Causes for Confidence
1. Just because Tech buried a hero dog a century ago in some shade of red and blue doesn't mean they have to pick such an eye-searing shade of red and blue, does it? What, exactly, was wrong with this? And that's not even getting into the fact they've toyed with all-red unis of late. And lest you think all of this is pointless dithering, remember that no SEC team has uglier uniforms than Florida. Auburn knows, and Auburn punishes.
2. Auburn interviewed Derek Dooley for its vacant football head coaching position and turned him down. Surely, surely, the universe will not inflict upon our fine and proud University the indignity of the head coach it hired being defeated in his debut the man who the University passed over for him. Surely.
Actual alleged analysis: I'll just come right out and say it: this game gives the screaming willies all over. I can't even think about it for too long without feeling like I ought to post
Oops. I didn't actually want to do that. Whew. It's just that when it comes to a well-coached, exceedingly experienced team--did I mention the 16 returning starters?--walking into J-Hare for Chizik's debut and the first test drive of the Spread Eagle 2.0, and the intense pressure that's going to be on an Auburn team that has some areas where it's just not all that talented ... well, is it so wrong to
Sorry. I just ... I needed that.
Anyway: what's really scary looking over Acid's Tech preview is that the Bulldogs return every starter on both lines.

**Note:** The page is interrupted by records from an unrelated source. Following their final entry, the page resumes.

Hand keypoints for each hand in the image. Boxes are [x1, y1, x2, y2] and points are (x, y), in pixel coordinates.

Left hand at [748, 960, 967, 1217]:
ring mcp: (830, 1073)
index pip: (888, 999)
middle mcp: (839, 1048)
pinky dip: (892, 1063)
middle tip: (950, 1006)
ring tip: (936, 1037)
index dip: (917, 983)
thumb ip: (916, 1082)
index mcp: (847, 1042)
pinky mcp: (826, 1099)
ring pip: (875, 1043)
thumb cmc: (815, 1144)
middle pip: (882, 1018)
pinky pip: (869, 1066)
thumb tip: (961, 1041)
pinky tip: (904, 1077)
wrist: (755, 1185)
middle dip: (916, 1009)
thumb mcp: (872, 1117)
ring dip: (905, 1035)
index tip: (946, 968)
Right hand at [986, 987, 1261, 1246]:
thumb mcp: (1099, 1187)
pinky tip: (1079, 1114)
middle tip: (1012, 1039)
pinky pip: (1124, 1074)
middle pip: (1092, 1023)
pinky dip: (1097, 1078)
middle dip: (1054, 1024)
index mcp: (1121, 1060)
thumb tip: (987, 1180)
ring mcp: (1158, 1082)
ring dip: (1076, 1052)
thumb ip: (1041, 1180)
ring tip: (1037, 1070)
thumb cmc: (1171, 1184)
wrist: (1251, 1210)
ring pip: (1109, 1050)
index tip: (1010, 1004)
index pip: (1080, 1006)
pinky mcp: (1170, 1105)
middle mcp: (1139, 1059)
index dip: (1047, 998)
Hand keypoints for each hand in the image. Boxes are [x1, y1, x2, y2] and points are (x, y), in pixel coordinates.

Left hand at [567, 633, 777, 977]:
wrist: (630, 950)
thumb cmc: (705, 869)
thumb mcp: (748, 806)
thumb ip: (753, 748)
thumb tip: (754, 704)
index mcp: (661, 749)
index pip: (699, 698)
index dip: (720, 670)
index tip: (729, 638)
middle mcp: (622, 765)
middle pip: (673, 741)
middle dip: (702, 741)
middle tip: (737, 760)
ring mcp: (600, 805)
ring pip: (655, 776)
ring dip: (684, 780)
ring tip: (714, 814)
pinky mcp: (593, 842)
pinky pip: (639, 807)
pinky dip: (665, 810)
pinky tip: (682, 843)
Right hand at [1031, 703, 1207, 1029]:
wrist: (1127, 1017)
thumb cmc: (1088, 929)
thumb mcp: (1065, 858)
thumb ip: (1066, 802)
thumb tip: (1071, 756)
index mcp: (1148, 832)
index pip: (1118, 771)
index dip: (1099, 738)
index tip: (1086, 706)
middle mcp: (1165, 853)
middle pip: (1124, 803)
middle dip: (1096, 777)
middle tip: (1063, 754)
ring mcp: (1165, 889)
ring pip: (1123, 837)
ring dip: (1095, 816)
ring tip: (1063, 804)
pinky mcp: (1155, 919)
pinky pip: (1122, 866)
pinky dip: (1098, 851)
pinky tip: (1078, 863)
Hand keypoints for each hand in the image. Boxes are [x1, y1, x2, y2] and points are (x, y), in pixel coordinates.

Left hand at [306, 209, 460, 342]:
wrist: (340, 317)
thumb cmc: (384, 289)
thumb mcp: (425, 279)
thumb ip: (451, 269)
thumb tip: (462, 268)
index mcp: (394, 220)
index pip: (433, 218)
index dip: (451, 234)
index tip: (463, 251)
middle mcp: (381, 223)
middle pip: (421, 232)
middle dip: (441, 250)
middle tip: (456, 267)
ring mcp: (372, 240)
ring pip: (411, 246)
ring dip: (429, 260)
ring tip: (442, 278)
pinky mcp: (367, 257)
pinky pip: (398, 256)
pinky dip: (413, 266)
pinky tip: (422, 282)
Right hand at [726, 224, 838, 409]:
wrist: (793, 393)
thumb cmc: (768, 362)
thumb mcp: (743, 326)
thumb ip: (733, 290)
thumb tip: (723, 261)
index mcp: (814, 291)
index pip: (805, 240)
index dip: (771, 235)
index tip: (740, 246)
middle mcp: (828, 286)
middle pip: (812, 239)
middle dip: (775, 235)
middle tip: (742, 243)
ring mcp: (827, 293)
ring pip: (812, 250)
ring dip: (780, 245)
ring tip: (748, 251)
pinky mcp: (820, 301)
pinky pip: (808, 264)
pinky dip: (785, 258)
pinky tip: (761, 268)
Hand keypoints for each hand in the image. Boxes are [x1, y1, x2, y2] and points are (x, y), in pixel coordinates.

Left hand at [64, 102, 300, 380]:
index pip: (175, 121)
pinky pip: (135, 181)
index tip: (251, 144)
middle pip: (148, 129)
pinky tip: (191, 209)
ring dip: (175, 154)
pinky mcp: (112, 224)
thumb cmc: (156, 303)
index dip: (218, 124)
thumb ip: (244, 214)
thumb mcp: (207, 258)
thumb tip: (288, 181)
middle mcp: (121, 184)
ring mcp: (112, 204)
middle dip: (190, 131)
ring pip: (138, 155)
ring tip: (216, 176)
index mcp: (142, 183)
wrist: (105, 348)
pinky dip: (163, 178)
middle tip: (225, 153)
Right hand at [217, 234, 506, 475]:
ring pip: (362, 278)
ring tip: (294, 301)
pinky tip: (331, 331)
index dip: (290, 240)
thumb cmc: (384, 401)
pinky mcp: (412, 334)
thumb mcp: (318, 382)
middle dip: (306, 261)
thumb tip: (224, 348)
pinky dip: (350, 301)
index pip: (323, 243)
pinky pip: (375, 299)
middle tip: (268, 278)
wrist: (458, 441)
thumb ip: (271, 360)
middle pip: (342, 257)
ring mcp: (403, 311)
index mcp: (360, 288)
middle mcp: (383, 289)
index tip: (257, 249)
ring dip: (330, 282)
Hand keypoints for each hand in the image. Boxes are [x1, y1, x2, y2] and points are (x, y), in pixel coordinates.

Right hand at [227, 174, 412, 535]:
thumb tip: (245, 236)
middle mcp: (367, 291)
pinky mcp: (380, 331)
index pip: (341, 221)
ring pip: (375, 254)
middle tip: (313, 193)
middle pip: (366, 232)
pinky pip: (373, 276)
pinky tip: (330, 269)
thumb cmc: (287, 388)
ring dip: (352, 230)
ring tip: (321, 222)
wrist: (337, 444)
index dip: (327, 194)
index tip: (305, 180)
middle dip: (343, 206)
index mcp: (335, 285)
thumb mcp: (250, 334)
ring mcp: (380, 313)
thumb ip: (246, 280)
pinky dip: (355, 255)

He feels Auburn can stay even up front, but until we see Blanc and Ricks hold their own against a Rimington Watch List center with two years' worth of starting experience under his belt, I'm not sure. Ditto Andrew McCain taking on Tech's veteran, talented, Brumbaugh-coached d-line members.
Last year when Franklin's offense stalled out of the gate, it was the offensive line who had enough MAUL in them to take over and carry the day; I don't think Auburn has enough of an advantage here for that to happen again if history repeats itself at quarterback and general offensive coherence. Likewise, the defense made up for the offensive shortcomings by overwhelming the UL-Monroe front--Tech is too good and has too many weapons (like RB Daniel Porter and WR Phillip Livas) for that to happen. And if the game is tight entering the fourth quarter, will the new staff be able to keep everyone loose and focused with the game on the line?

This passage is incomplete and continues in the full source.